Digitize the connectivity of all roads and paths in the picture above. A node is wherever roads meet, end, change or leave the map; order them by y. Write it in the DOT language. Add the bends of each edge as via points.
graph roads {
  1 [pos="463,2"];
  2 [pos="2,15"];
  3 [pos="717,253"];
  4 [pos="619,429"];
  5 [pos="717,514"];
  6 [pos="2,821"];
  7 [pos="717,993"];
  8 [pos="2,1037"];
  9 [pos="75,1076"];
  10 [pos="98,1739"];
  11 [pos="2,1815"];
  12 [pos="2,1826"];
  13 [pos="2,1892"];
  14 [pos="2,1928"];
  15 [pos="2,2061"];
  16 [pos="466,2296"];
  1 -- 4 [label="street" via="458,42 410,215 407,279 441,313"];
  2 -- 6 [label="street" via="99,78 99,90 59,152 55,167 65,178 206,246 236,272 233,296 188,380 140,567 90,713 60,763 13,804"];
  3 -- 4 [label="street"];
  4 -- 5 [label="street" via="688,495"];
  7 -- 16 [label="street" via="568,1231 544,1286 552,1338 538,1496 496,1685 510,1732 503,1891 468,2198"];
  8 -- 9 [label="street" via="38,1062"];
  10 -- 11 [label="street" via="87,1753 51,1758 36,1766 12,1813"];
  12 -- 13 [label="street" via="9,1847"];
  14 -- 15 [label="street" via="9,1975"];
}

WHAT THE TASK REQUIRES: Repeat this material verbatim.

ANSWER SPACE:
Digitize the connectivity of all roads and paths in the picture above. A node is wherever roads meet, end, change or leave the map; order them by y. Write it in the DOT language. Add the bends of each edge as via points.
graph roads {
  1 [pos="463,2"];
  2 [pos="2,15"];
  3 [pos="717,253"];
  4 [pos="619,429"];
  5 [pos="717,514"];
  6 [pos="2,821"];
  7 [pos="717,993"];
  8 [pos="2,1037"];
  9 [pos="75,1076"];
  10 [pos="98,1739"];
  11 [pos="2,1815"];
  12 [pos="2,1826"];
  13 [pos="2,1892"];
  14 [pos="2,1928"];
  15 [pos="2,2061"];
  16 [pos="466,2296"];
  1 -- 4 [label="street" via="458,42 410,215 407,279 441,313"];
  2 -- 6 [label="street" via="99,78 99,90 59,152 55,167 65,178 206,246 236,272 233,296 188,380 140,567 90,713 60,763 13,804"];
  3 -- 4 [label="street"];
  4 -- 5 [label="street" via="688,495"];
  7 -- 16 [label="street" via="568,1231 544,1286 552,1338 538,1496 496,1685 510,1732 503,1891 468,2198"];
  8 -- 9 [label="street" via="38,1062"];
  10 -- 11 [label="street" via="87,1753 51,1758 36,1766 12,1813"];
  12 -- 13 [label="street" via="9,1847"];
  14 -- 15 [label="street" via="9,1975"];
}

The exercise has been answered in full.